Stranded Explorers Became More Than Cannibals

Scientists finally learn the lengths British shipmen went to survive
By Elizabeth Armstrong Moore,  Newser Staff
Posted Jul 22, 2015 9:02 AM CDT
Stranded Explorers Became More Than Cannibals
In this July 10, 2008 photo, ice floes float in Baffin Bay above the arctic circle seen from the Canadian Coast Guard icebreaker Louis S. St-Laurent. Climate change will be costing Canada and its people about $5 billion a year by 2020, a groundbreaking analysis for the federal government warns.   (AP Photo/The Canadian Press, Jonathan Hayward)

Call it cannibalism-plus. Scientists have learned that a group of British Navy shipmen stranded in the Canadian Arctic in the mid-1840s didn't just cut the flesh off their fellow crewmen's bones to survive, they also cracked those bones to suck out the marrow. Reporting in the International Journal of Osteoarchaeology, anthropologists at the University of Alberta examined more than 35 bones from the ill-fated expedition, which left no survivors, and found marks consistent with "end-stage" cannibalism, whereby people break and boil bones for marrow fat. As the researchers explain, "Survival cannibalism generally follows a sequence in which meat is initially cut from an intact corpse, but if further calories are required successively greater effort is put into corpse processing."

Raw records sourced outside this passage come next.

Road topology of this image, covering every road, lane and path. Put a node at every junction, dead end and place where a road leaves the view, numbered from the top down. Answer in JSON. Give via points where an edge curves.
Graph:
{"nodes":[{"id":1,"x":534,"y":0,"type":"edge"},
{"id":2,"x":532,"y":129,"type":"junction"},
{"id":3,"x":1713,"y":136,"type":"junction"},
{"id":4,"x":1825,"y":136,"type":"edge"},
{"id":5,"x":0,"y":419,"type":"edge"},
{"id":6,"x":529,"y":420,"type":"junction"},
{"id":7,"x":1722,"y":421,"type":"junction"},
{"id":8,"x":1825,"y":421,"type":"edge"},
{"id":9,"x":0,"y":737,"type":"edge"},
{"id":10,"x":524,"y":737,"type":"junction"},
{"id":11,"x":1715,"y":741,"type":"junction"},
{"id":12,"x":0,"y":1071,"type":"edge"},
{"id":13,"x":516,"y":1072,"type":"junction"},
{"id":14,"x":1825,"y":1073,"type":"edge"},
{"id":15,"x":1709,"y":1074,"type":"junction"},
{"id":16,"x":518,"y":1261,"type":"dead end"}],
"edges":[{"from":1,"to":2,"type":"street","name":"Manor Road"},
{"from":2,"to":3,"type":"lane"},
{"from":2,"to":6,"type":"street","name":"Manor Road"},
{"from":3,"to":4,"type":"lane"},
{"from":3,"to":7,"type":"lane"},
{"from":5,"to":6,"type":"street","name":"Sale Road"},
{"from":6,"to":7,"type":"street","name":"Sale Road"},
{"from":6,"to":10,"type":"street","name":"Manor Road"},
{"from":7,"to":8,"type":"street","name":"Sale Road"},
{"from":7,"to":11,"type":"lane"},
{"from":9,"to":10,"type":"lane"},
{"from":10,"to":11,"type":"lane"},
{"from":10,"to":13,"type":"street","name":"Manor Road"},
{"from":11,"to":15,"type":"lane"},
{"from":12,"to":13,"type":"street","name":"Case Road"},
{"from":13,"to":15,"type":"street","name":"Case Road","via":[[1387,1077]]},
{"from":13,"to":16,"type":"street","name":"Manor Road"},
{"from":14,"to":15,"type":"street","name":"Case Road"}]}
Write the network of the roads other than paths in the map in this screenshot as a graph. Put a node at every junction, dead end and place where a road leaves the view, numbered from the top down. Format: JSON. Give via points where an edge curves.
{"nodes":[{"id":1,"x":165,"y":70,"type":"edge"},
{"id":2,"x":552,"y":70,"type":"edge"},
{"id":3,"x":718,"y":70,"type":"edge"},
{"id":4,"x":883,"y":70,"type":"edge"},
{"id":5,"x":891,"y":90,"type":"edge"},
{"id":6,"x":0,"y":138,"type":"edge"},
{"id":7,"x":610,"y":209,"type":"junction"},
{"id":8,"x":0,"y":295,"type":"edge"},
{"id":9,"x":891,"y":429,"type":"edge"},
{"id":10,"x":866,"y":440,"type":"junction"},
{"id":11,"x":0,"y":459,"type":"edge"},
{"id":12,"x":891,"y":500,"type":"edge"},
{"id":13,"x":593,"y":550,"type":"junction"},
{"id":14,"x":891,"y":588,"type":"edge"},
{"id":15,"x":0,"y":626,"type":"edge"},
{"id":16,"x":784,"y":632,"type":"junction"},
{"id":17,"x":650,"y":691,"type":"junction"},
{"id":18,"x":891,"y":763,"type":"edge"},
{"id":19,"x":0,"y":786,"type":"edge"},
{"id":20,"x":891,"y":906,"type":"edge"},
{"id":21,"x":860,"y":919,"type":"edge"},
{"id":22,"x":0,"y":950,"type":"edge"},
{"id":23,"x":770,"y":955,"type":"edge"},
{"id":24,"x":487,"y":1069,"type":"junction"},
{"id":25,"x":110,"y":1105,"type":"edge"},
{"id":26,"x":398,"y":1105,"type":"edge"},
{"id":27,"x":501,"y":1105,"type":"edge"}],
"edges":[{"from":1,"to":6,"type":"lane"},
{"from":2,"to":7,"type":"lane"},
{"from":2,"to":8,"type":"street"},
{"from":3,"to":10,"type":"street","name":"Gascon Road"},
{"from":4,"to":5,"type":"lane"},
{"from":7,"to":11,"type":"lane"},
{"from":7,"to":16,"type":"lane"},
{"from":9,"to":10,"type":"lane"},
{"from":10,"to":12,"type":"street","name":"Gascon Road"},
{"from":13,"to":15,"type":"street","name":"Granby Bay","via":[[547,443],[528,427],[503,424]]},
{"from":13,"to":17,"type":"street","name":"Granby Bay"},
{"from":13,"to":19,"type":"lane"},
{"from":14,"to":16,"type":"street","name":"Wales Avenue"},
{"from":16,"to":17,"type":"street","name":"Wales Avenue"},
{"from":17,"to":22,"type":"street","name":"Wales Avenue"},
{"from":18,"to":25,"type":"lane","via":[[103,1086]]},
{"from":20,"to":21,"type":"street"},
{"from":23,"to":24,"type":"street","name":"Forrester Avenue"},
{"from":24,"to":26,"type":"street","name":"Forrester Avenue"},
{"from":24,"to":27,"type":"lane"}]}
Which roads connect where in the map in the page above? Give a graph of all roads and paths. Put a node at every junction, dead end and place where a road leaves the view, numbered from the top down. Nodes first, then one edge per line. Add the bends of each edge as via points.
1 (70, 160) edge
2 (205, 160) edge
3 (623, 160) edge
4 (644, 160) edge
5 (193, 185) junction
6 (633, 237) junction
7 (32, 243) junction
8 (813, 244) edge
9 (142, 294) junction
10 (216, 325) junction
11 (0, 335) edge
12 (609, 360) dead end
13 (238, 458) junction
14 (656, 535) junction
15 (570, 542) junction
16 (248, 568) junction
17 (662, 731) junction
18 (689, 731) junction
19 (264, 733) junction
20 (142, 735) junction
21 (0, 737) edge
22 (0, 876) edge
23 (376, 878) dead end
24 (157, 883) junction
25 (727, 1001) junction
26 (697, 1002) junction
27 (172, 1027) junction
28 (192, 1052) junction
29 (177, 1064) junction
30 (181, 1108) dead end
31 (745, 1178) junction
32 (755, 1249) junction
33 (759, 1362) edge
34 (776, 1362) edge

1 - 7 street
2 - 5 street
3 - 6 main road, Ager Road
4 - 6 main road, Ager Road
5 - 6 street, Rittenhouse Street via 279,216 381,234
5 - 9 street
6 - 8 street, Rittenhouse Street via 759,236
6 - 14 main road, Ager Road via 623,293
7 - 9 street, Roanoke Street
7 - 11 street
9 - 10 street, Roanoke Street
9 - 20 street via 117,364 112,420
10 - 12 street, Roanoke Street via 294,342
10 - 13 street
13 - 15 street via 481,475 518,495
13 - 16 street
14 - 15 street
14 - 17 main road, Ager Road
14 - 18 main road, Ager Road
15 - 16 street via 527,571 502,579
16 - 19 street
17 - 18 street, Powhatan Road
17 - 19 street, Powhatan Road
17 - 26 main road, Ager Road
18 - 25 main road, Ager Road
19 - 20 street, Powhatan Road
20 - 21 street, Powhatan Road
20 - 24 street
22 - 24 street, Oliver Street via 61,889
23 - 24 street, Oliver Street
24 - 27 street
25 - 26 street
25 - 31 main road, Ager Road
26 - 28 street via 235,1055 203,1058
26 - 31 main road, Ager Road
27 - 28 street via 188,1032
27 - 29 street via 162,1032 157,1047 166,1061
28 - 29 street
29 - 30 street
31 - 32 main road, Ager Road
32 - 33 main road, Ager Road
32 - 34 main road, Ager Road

Led by the famous Sir John Franklin, with two Arctic expeditions already under his belt, the two ships—aptly named the HMS Erebus and the HMS Terror—carried upward of seven years of food with the expectation of being stranded for some time. When the 129 men passed Baffin Bay near Greenland in search of a Northwest Passage to the Orient, they became stuck just off King William Island for the winter. But the next few summers brought heavy sea ice, and a note written April 25, 1848, suggests 24 men had died. (Vitamin C deficiency is a possible culprit.) The remaining men "bafflingly" abandoned ship, per LiveScience, and died at various points along the 1,000-mile trek to the nearest trading post. A few years later a Canadian mapmaker heard Inuit reports of cannibalism, and analysis of remains gathered from expedition sites on King William Island confirm just how dire the situation became. (Just one of the two ships have been found.)